[Task objective]:
Read through the listing below and return only the lines containing "roads".

[Supplied material]:

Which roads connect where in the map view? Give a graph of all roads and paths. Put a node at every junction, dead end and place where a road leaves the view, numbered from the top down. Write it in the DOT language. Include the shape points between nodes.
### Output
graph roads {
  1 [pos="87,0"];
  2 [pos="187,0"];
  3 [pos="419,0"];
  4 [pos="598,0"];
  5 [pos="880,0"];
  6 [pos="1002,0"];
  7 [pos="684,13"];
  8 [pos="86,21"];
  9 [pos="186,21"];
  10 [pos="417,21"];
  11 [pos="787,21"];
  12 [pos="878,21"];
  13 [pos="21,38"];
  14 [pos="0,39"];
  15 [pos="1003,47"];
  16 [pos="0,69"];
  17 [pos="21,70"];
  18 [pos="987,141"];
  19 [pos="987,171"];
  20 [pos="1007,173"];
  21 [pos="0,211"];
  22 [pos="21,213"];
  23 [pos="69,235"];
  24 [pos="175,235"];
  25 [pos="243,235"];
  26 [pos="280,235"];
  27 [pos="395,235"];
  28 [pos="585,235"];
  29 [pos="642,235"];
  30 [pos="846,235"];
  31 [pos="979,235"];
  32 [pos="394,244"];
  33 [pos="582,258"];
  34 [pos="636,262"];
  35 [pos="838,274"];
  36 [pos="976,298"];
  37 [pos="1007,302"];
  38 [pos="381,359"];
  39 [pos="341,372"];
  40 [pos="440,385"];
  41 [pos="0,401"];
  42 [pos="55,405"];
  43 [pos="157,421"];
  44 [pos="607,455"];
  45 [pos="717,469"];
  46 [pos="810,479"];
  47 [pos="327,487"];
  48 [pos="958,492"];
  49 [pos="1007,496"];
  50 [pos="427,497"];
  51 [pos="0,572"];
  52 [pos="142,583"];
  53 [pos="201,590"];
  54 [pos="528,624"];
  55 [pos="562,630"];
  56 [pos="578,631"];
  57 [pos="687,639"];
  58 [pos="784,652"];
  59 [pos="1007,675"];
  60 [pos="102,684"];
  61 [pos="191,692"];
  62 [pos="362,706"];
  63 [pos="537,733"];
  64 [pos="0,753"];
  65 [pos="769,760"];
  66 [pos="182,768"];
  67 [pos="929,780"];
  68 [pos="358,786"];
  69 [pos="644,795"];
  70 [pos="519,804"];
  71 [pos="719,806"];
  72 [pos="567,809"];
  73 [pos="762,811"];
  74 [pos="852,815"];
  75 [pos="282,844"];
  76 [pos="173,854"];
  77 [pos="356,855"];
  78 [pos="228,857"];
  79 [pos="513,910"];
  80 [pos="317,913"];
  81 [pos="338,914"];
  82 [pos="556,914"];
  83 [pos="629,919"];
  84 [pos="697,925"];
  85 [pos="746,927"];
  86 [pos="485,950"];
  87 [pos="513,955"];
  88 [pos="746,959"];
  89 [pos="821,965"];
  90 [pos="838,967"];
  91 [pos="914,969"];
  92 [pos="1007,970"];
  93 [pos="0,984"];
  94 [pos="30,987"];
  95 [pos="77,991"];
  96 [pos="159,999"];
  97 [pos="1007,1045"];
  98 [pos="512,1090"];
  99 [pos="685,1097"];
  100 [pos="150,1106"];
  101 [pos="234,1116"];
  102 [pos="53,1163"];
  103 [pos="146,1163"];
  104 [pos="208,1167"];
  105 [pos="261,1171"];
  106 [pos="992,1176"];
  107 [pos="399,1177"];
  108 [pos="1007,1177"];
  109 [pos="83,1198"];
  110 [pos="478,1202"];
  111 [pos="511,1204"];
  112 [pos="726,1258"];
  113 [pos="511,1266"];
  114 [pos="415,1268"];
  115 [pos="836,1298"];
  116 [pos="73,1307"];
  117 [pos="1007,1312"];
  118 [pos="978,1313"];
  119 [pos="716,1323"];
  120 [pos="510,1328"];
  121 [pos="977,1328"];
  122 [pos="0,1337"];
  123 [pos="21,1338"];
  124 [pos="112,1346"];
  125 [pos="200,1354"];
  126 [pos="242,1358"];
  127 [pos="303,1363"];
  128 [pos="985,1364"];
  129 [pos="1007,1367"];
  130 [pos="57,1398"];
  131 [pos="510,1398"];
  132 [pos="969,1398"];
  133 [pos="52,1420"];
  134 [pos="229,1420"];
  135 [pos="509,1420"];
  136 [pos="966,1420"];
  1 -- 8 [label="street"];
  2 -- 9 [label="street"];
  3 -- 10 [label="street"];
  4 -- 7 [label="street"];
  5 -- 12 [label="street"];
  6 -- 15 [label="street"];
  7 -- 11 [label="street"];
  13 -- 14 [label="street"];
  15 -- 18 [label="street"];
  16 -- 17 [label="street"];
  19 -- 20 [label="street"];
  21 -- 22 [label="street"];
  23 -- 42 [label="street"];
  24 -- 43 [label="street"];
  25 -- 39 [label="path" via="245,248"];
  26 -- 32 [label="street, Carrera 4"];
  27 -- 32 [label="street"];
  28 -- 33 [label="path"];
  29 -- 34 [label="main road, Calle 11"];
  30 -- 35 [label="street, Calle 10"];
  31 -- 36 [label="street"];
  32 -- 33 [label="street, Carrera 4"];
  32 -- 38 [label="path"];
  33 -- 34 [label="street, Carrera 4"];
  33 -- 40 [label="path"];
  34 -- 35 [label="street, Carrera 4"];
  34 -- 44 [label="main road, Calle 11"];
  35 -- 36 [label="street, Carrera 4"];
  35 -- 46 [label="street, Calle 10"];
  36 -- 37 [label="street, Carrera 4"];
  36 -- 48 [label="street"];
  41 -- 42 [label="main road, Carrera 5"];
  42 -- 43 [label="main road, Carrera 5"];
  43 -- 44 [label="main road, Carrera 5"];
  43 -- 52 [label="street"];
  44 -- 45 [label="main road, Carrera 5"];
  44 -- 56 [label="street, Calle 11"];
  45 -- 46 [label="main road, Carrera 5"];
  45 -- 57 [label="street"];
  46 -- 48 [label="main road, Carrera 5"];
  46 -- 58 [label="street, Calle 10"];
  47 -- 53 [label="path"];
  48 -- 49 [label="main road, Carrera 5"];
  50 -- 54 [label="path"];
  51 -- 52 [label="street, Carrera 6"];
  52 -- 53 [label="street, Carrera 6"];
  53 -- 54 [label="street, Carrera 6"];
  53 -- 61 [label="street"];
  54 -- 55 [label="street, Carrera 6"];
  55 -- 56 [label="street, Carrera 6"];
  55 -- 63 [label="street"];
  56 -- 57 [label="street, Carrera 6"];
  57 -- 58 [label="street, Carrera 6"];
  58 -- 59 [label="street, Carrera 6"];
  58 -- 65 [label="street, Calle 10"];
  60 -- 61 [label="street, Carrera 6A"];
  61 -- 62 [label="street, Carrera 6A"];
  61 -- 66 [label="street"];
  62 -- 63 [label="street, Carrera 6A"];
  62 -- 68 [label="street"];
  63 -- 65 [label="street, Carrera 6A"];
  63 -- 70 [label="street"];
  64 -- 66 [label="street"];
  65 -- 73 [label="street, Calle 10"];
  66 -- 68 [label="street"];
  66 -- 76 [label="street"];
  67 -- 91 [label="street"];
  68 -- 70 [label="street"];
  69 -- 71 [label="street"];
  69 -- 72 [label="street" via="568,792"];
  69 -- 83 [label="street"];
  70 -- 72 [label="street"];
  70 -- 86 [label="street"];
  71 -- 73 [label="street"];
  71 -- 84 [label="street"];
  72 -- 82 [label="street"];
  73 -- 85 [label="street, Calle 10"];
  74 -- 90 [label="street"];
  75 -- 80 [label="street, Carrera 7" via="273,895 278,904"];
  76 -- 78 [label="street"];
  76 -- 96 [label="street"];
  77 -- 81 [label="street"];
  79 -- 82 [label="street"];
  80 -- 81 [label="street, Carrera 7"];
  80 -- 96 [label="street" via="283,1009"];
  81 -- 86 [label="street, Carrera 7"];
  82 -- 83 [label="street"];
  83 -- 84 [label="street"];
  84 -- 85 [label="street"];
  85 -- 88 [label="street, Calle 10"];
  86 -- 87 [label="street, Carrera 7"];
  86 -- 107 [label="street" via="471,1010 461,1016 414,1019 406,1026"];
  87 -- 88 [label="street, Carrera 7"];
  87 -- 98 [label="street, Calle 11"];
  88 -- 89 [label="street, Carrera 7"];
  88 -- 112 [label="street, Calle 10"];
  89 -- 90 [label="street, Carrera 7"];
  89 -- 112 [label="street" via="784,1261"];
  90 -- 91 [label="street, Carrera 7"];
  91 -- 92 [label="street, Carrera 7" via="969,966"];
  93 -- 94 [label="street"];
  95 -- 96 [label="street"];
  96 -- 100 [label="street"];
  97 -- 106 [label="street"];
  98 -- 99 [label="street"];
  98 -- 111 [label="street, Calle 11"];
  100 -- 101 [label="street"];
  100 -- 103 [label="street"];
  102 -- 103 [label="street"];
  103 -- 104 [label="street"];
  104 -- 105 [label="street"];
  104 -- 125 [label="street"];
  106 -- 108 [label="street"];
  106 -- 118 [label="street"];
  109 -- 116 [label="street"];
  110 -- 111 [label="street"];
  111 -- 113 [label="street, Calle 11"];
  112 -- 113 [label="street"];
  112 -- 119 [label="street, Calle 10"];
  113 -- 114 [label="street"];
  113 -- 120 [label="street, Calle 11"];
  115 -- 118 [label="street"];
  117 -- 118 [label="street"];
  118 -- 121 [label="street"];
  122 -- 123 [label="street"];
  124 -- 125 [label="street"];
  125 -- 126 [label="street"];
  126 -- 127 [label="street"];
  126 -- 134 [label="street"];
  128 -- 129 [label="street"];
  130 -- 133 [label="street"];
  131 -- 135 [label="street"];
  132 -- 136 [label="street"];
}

[Response to this exercise]:
Which roads connect where in the map view? Give a graph of all roads and paths. Put a node at every junction, dead end and place where a road leaves the view, numbered from the top down. Write it in the DOT language. Include the shape points between nodes.
graph roads {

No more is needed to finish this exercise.